YOUR INSTRUCTIONS:
Every line in the records below with the string "scale" needs to be copied out.

*** PROVIDED RECORDS Section Begins ***

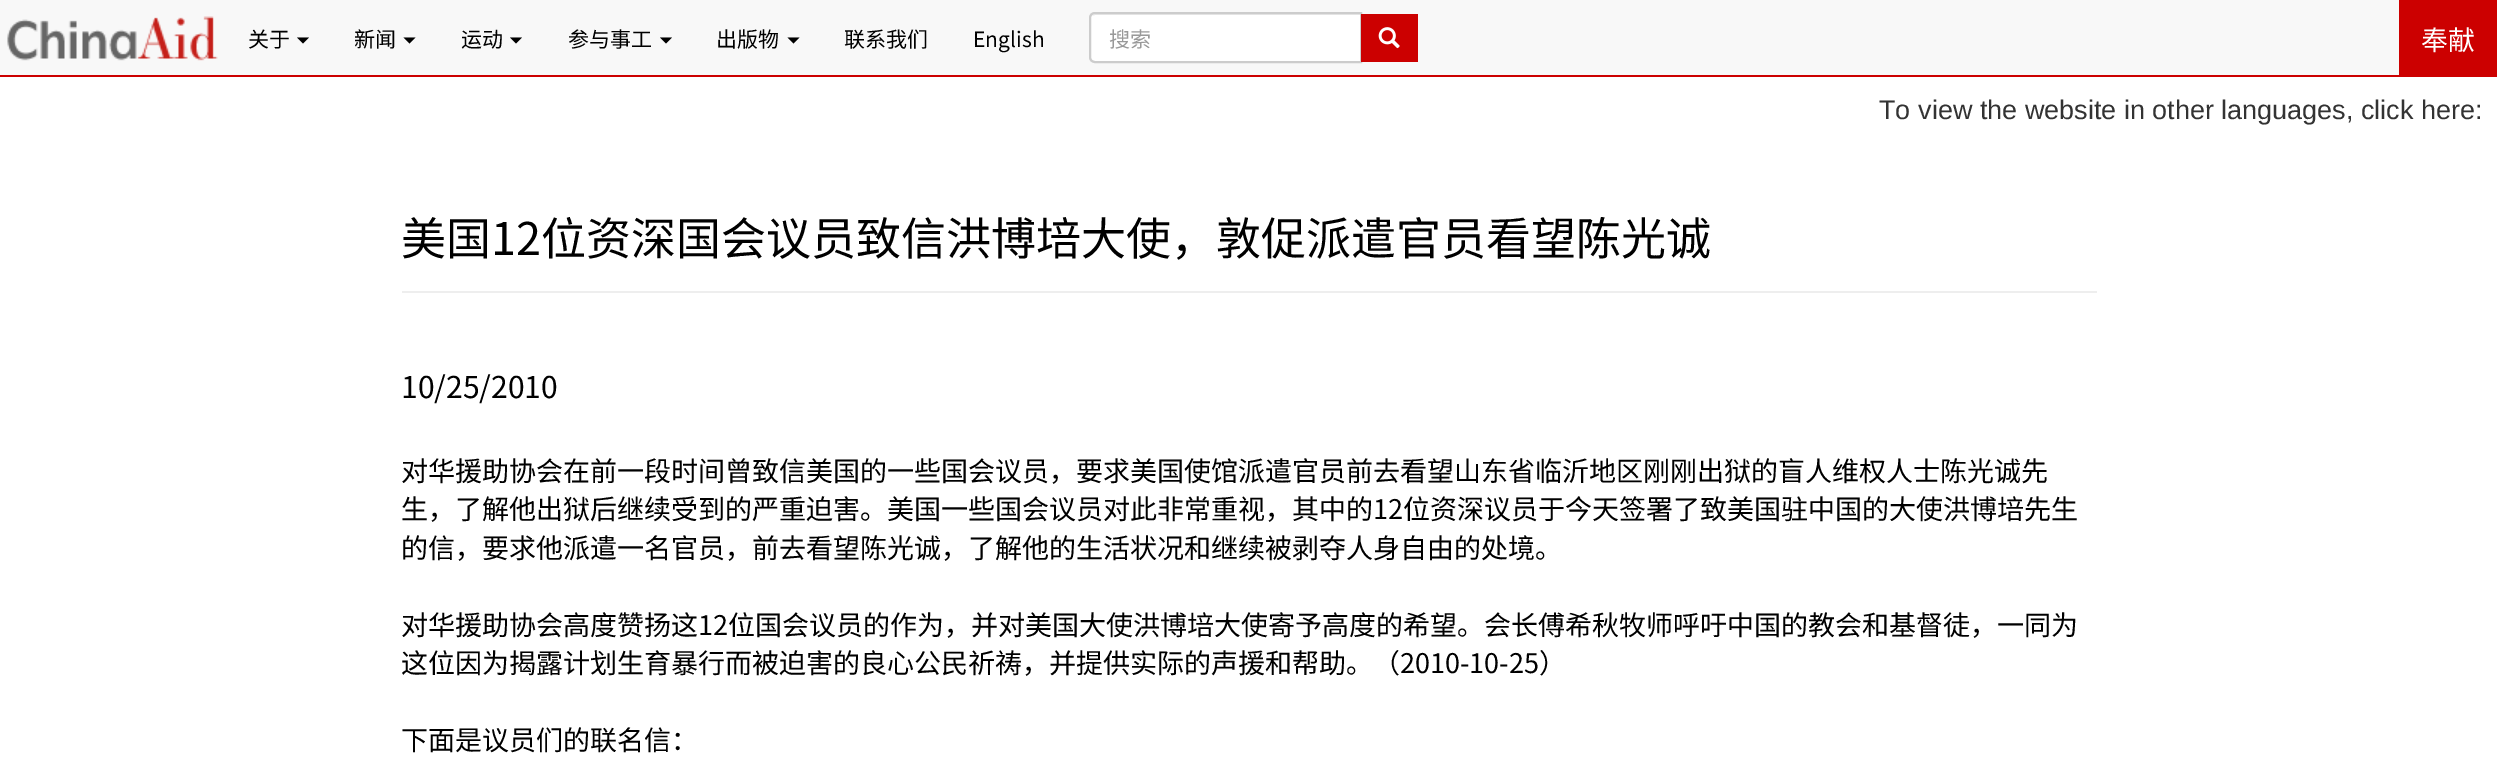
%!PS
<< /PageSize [2497 771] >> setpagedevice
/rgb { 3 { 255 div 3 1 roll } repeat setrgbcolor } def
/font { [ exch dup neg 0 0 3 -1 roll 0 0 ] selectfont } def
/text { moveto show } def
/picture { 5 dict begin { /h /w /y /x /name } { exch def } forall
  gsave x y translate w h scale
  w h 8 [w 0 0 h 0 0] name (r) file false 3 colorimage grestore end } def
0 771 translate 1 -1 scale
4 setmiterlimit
255 255 255 rgb
0 0 2497 771 rectfill
248 248 248 rgb
0 0 2399 75 rectfill
204 0 0 rgb
0 75 2497 2 rectfill
(img_01.rgb) 7 16 211 45 picture
0 0 0 rgb
297 37.5 moveto 12 0 rlineto -6 6 rlineto closepath fill
403.5 37.5 moveto 12 0 rlineto -6 6 rlineto closepath fill
510 37.5 moveto 12 0 rlineto -6 6 rlineto closepath fill
660 37.5 moveto 12 0 rlineto -6 6 rlineto closepath fill
787.5 37.5 moveto 12 0 rlineto -6 6 rlineto closepath fill
255 255 255 rgb
1095 12 moveto 267 0 rlineto 0 51 rlineto -267 0 rlineto -3.5 0 -6 -2.5 -6 -6 rcurveto 0 -39 rlineto 0 -3.5 2.5 -6 6 -6 rcurveto closepath fill
236 236 236 rgb
1095 15 moveto 265 0 rlineto 0 47 rlineto 1 0 rlineto 0 -48 rlineto -266 0 rlineto -2 1 rlineto -1 1 rlineto closepath fill
204 204 204 rgb
2 setlinewidth
1095 13 moveto 266 0 rlineto 0 49 rlineto -266 0 rlineto -3 0 -5 -2 -5 -5 rcurveto 0 -39 rlineto 0 -3 2 -5 5 -5 rcurveto closepath stroke
204 0 0 rgb
1361 14 57 48 rectfill
(img_02.rgb) 1378 27 22 22 picture
2399 0 98 75 rectfill
238 238 238 rgb
402 291 1695 2 rectfill
/NotoSansSC-Regular 21 font
0 0 0 rgb
(关于) 248 47 text
(新闻) 354 47 text
(运动) 461 47 text
(参与事工) 568 47 text
(出版物) 716 47 text
(联系我们) 844 47 text
(English) 973 47 text
153 153 153 rgb
(搜索) 1109 47 text
/NotoSansSC-Regular 27 font
255 255 255 rgb
(奉献) 2421 50 text
/LiberationSans-Regular 27 font
51 51 51 rgb
(To view the website in other languages, click here:) 1879 119 text
/NotoSansSC-Regular 45 font
0 0 0 rgb
(美国12位资深国会议员致信洪博培大使，敦促派遣官员看望陈光诚) 401 255 text
/NotoSansSC-Regular 30 font
(10/25/2010) 401 398 text
/NotoSansSC-Regular 27 font
(对华援助协会在前一段时间曾致信美国的一些国会议员，要求美国使馆派遣官员前去看望山东省临沂地区刚刚出狱的盲人维权人士陈光诚先) 401 481 text
(生，了解他出狱后继续受到的严重迫害。美国一些国会议员对此非常重视，其中的12位资深议员于今天签署了致美国驻中国的大使洪博培先生) 401 519 text
(的信，要求他派遣一名官员，前去看望陈光诚，了解他的生活状况和继续被剥夺人身自由的处境。) 401 558 text
(对华援助协会高度赞扬这12位国会议员的作为，并对美国大使洪博培大使寄予高度的希望。会长傅希秋牧师呼吁中国的教会和基督徒，一同为) 401 635 text
(这位因为揭露计划生育暴行而被迫害的良心公民祈祷，并提供实际的声援和帮助。（2010-10-25）) 401 673 text
(下面是议员们的联名信：) 401 750 text
showpage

*** PROVIDED RECORDS Section Ends ***

EXERCISE OUTPUT:
  gsave x y translate w h scale
0 771 translate 1 -1 scale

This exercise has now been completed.